### [HOW TO COMPLETE THIS TASK]
Copy, from the material below, each line where "lane" shows up.

### [DATA]
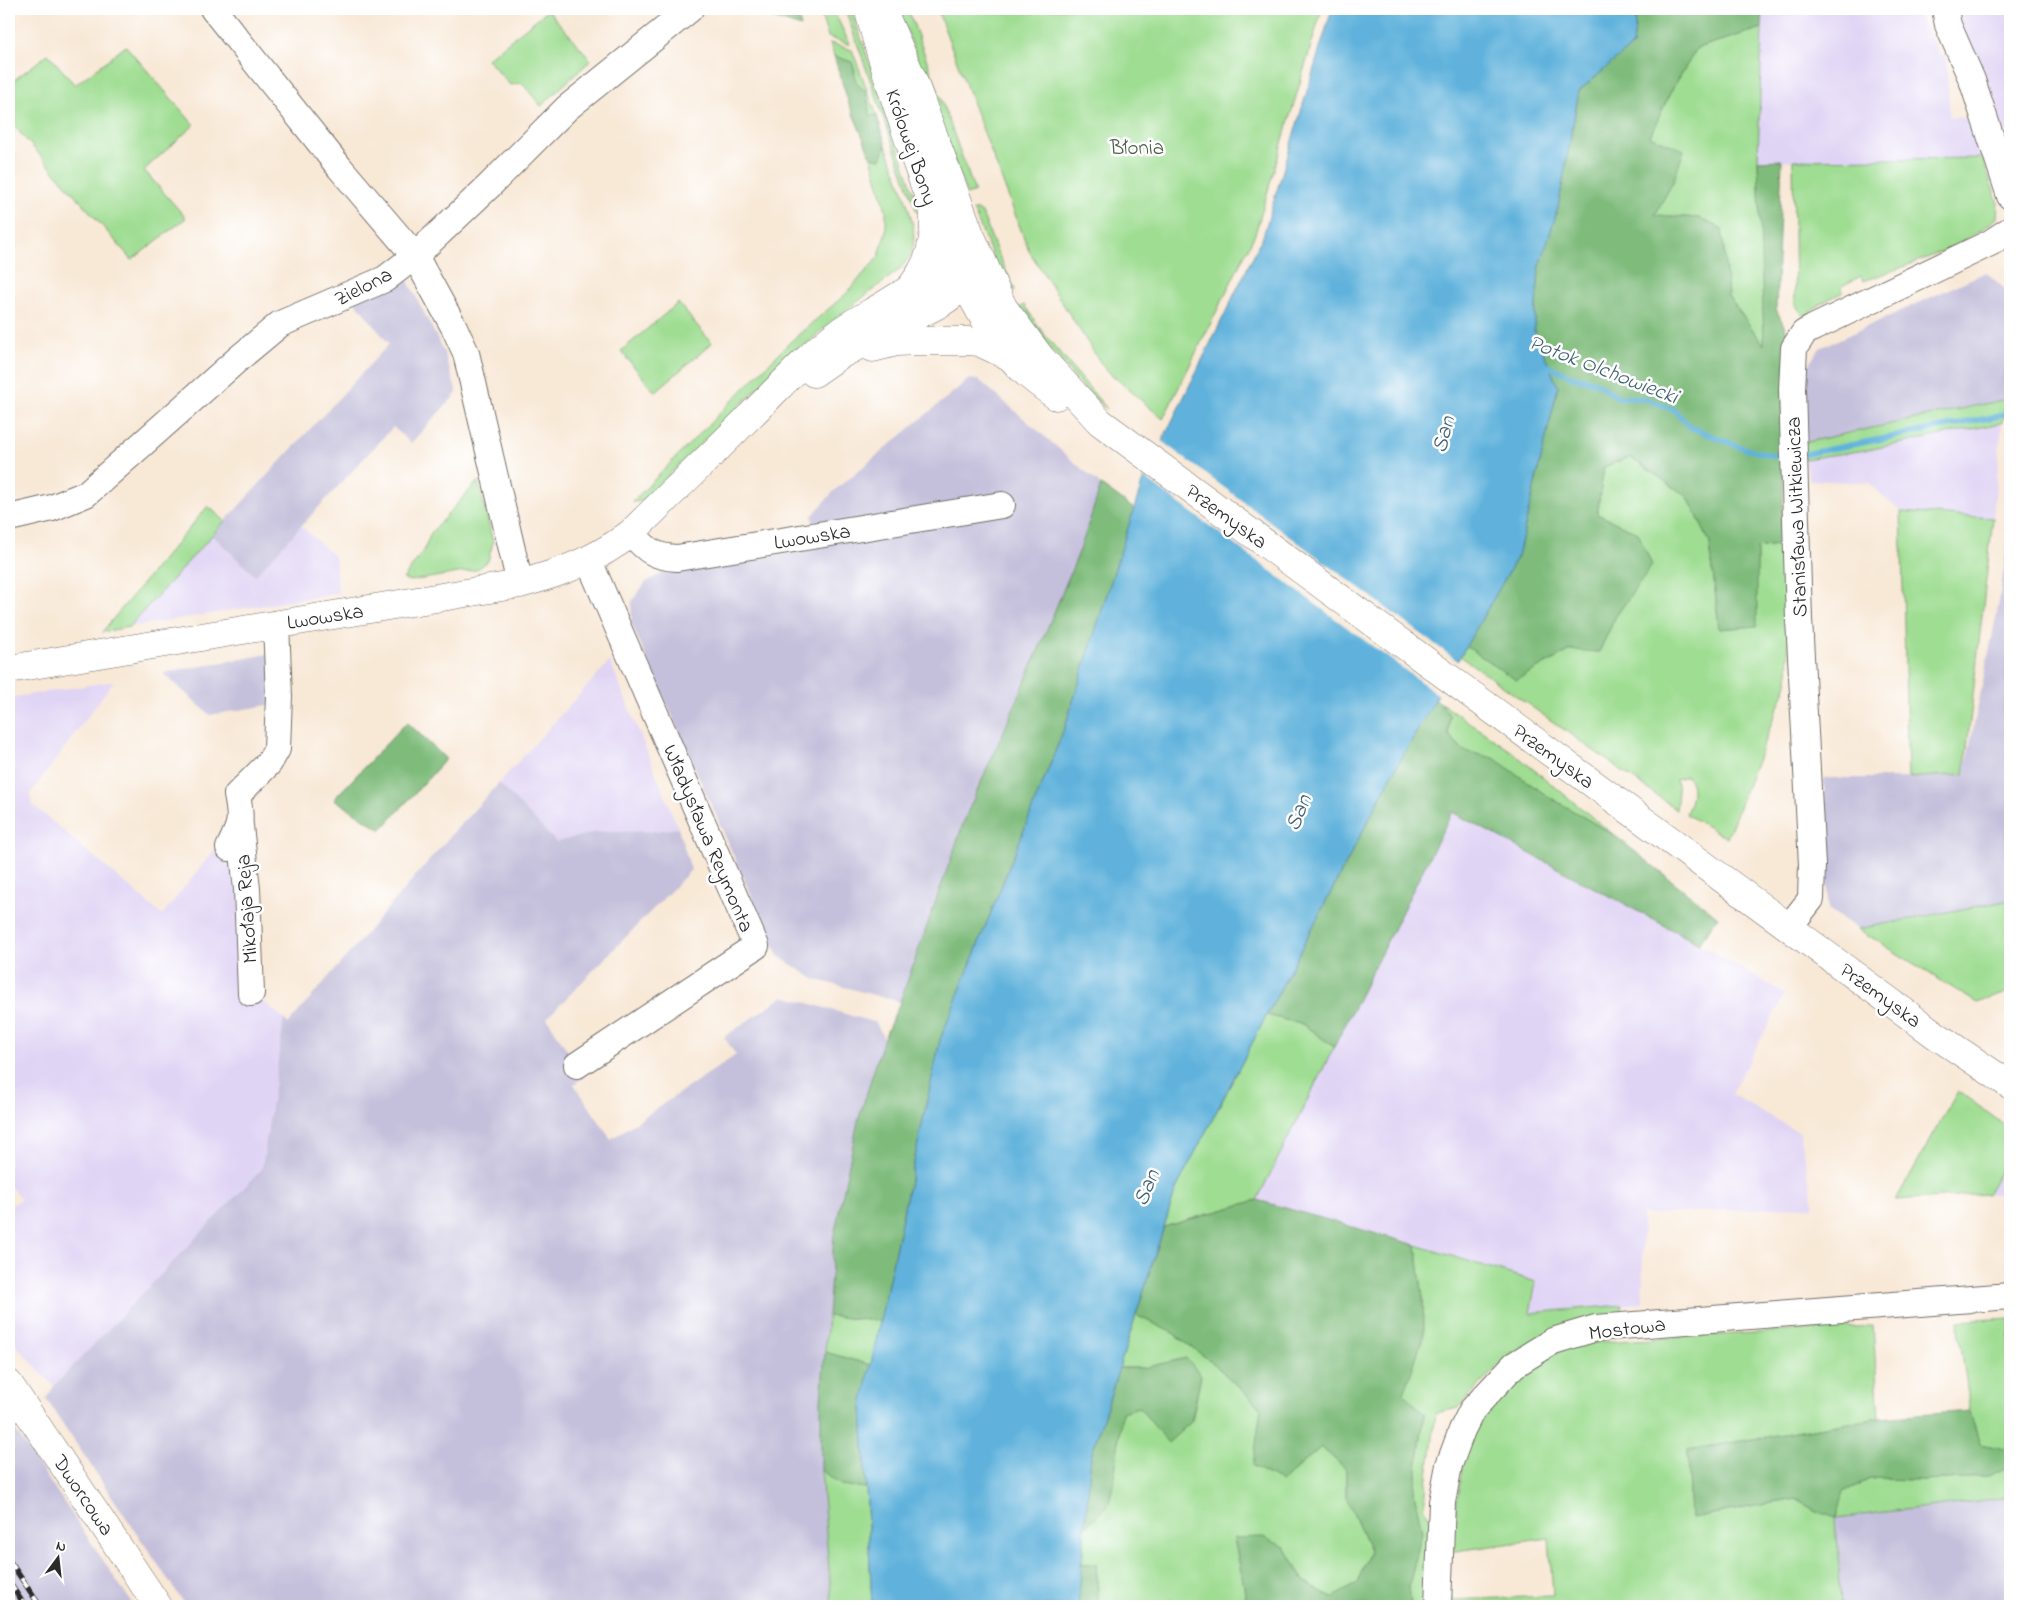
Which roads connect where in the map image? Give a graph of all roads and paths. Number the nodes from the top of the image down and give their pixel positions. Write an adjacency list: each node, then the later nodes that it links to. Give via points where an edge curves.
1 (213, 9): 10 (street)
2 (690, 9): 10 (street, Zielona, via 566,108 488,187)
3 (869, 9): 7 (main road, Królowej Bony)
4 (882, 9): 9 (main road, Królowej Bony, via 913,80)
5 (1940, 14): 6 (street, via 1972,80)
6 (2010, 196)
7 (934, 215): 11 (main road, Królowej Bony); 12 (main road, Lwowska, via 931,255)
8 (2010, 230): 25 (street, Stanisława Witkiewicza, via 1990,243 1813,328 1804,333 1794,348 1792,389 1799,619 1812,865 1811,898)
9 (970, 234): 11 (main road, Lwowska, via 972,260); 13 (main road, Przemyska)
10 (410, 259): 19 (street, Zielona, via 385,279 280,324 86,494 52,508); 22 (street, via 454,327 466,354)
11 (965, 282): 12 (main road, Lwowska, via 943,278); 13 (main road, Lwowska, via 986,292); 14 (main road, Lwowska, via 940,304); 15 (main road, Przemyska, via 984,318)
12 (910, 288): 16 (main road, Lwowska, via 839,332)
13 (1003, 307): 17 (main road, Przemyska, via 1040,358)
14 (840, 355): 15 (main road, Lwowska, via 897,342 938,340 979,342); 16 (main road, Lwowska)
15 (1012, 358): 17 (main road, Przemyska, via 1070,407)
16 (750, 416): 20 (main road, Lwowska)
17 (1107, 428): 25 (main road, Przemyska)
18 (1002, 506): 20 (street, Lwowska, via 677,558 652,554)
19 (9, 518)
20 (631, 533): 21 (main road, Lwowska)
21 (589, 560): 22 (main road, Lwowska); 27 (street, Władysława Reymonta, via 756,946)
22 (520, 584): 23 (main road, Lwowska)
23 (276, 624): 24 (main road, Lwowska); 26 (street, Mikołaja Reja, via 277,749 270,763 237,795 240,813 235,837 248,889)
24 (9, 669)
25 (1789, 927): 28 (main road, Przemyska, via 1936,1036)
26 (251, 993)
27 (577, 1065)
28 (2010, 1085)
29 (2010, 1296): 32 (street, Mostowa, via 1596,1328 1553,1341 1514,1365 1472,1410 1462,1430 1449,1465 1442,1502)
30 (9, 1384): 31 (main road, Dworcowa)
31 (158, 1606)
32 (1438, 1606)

--

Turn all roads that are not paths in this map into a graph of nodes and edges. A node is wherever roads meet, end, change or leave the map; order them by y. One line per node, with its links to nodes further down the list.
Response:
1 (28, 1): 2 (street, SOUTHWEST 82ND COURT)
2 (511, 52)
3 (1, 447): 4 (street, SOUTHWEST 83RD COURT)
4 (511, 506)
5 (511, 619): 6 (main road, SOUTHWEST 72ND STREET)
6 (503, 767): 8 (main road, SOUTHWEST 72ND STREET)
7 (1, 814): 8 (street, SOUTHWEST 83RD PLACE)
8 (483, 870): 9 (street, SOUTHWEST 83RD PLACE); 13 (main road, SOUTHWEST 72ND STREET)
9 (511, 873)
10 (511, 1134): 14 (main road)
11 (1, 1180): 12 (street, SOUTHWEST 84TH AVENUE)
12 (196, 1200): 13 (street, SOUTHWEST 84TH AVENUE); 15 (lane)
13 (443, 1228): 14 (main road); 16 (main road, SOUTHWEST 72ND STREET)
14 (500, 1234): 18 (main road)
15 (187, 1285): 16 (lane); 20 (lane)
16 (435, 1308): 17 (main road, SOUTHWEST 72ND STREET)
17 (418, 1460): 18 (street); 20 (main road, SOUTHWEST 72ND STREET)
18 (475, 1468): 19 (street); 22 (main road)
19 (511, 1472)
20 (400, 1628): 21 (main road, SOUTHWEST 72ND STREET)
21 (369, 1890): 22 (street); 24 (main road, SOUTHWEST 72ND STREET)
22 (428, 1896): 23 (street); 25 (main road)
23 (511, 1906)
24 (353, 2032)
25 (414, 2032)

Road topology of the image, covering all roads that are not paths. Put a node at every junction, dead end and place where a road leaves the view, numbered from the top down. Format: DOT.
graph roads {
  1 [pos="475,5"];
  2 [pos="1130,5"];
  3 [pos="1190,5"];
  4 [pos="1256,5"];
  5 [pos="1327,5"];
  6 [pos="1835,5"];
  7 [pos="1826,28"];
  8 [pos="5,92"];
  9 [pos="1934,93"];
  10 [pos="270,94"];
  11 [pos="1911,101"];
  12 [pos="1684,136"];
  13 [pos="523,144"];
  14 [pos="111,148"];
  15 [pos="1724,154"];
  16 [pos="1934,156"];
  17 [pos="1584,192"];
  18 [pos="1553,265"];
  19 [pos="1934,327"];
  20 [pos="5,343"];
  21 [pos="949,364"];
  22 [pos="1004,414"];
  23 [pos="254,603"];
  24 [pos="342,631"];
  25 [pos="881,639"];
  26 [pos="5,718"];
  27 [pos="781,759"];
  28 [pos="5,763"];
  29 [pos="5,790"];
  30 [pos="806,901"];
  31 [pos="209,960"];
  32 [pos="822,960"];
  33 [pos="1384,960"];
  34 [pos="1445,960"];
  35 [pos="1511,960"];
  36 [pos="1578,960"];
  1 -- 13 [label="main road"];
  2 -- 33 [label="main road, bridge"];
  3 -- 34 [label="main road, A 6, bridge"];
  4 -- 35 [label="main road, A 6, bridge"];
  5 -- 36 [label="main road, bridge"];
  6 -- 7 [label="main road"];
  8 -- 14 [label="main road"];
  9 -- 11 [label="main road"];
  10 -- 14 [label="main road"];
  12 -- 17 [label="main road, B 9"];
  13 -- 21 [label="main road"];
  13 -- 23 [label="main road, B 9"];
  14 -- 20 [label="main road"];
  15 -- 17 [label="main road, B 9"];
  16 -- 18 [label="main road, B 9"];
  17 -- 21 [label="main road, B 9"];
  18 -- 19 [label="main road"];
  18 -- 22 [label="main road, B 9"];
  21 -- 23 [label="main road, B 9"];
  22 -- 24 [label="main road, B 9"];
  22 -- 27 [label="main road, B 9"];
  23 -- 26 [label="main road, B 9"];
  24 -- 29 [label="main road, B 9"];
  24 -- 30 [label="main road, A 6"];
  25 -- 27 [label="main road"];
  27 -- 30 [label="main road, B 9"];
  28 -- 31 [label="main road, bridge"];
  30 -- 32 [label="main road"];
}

### [TASK RESPONSE]
12 (196, 1200): 13 (street, SOUTHWEST 84TH AVENUE); 15 (lane)
15 (187, 1285): 16 (lane); 20 (lane)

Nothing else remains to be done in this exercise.